化学メーカーは変革期にある。新型コロナウイルスの影響だけでなく、世界レベルで進む地球環境への配慮により事業環境は大きく変化を迫られる。そんな化学業界で、いち早くカーボン・ニュートラル実現の具体的な目標を掲げ、構造改革に挑むのが三井化学だ。橋本修社長に、人が成長するための秘訣を聞いた。(雑誌『経済界』2022年5月号より)

橋本修・三井化学
はしもと・おさむ 1963年東京都生まれ。北海道大学卒業後、87年に三井石油化学工業(現三井化学)入社。2014年経営企画部長、15年執行役員、17年常務執行役員ヘルスケア事業本部長、19年専務執行役員などを経て、20年4月社長に就任。

激変はコロナに限らない未知の領域を突き進む

―― 2020年4月、コロナ拡大下での社長就任でした。

橋本 まさに真っ只中で、事業も大きく影響を受けている最中でした。また、コロナ以外でも事業環境が大きく変化する節目での社長就任ということで、挑むべき課題は多岐にわたっています。

 例えば、温室効果ガス排出を実質ゼロにするカーボン・ニュートラルはその一つです。20年11月のG20サミットにおいて、当時の菅義偉首相が、50年までのカーボン・ニュートラル実現を目指すと表明したことを受け、世の中の雰囲気に一気にドライブがかかりました。当社も50年までの実現を目指すと、化学業界の中でいち早く掲げました。

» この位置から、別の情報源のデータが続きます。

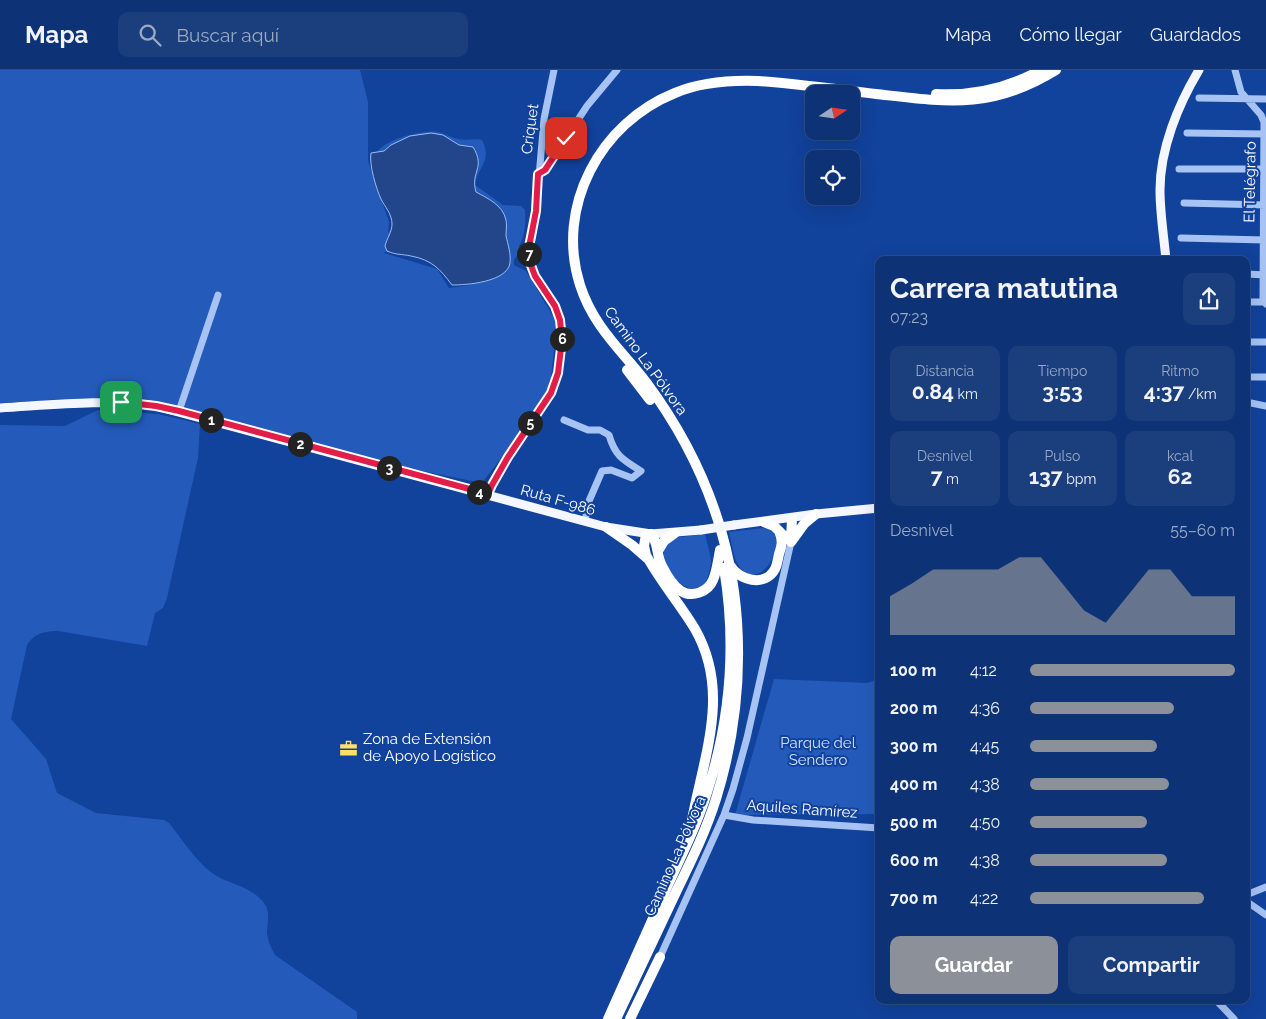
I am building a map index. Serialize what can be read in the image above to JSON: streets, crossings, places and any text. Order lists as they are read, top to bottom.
{
  "streets": {
    "highway": ["Camino La Pólvora"],
    "main road": ["Ruta F-986"],
    "street": ["Criquet", "El Telégrafo", "Aquiles Ramírez"]
  },
  "crossings": [
    ["Criquet", "Ruta F-986"]
  ],
  "parks": ["Parque del Sendero"],
  "places": {
    "office": ["Zona de Extensión de Apoyo Logístico"]
  },
  "north": "right",
  "page": {
    "header": "Mapa",
    "search": "Buscar aquí",
    "nav": ["Mapa", "Cómo llegar", "Guardados"],
    "pins": [
      "7",
      "6",
      "1",
      "5",
      "2",
      "3",
      "4"
    ],
    "heading": ["Carrera matutina", "07:23"],
    "stats": [
      ["Distancia", "0.84 km"],
      ["Tiempo", "3:53"],
      ["Ritmo", "4:37 /km"],
      ["Desnivel", "7 m"],
      ["Pulso", "137 bpm"],
      ["kcal", "62"]
    ],
    "chart": ["Desnivel", "55–60 m"],
    "list": [
      {
        "name": "100 m",
        "note": "4:12"
      },
      {
        "name": "200 m",
        "note": "4:36"
      },
      {
        "name": "300 m",
        "note": "4:45"
      },
      {
        "name": "400 m",
        "note": "4:38"
      },
      {
        "name": "500 m",
        "note": "4:50"
      },
      {
        "name": "600 m",
        "note": "4:38"
      },
      {
        "name": "700 m",
        "note": "4:22"
      }
    ],
    "buttons": ["Guardar", "Compartir"]
  }
}
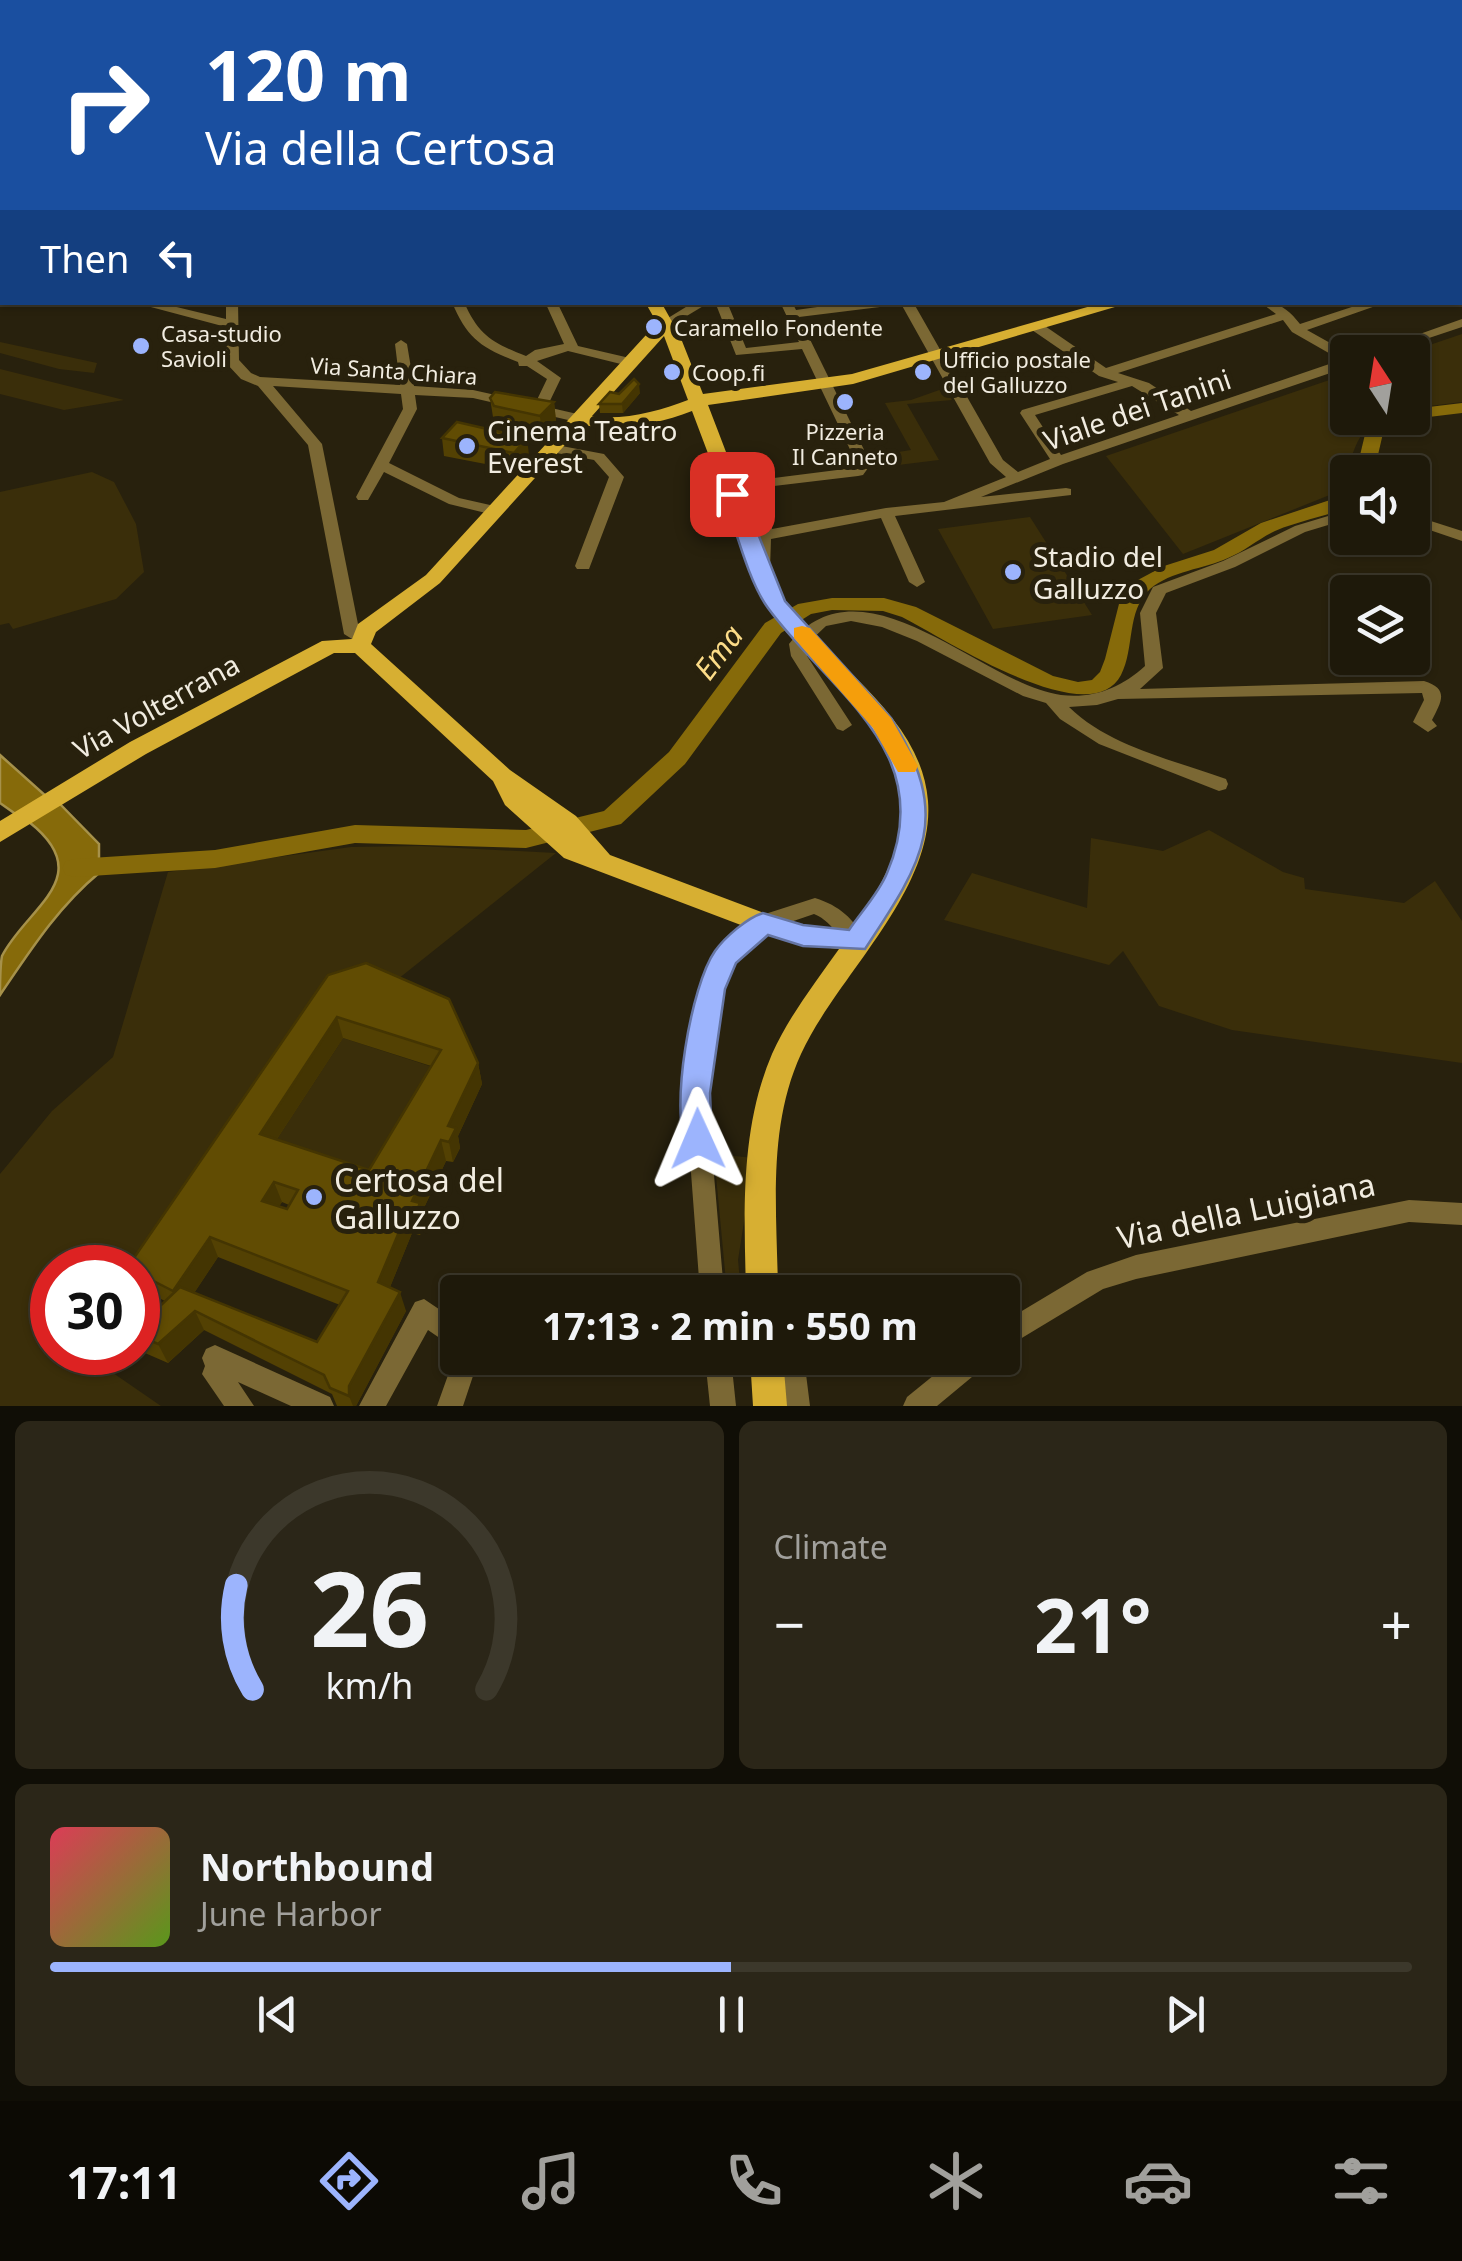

 環境負荷の低減は、従来からESGの観点からも取り組んできましたが、近年はその他の課題と複合的に絡み始めたところに特徴があります。例えばプラスチック原料について、CO2由来のものから自然物への変更を検討する際に、その自然物由来の原料は児童労働によって得られたものではないかなど、人権尊重の観点でも責任が問われるわけです。

 また、環境負荷や人権への配慮をサプライチェーンすべてにわたって証明しようとすると、アナログではほぼ不可能です。となればデジタルシフトを加速させる必要があり、DXへの対応も急務です。これらはほんの一例ですが、激変する環境の中でお客さまや社会への責任を果たしていくためには、複合的な課題への対応が必須です。

 これまでビジネスを取り巻く環境変動というのは、欧米で起きた変化が5年、10年程度遅れて日本でも起きることが多かったです。例えば、日本企業は欧米の企業をいくつかピックアップして、それぞれの優れた取り組みから学び、自社の戦略を立てることができました。当社でも私が当時経営企画部長として立案に関わり16年に始動した25年までの長期経営計画「VISION2025」の策定では、実際にベンチマークする企業がありました。

 ところが今はグローバルで同時多発的に変化が起きています。もはやベンチマークする先行事例はなく、自分たちでゼロから立案し、実行しなければなりません。そこで15~20年先に当社のありたい姿を「化学の力で社会課題を解決し、多様な価値の創造を通して持続的に成長し続ける企業グループ」として定め、そこからバックキャストして30年までの長期経営計画「VISION2030」を策定しました。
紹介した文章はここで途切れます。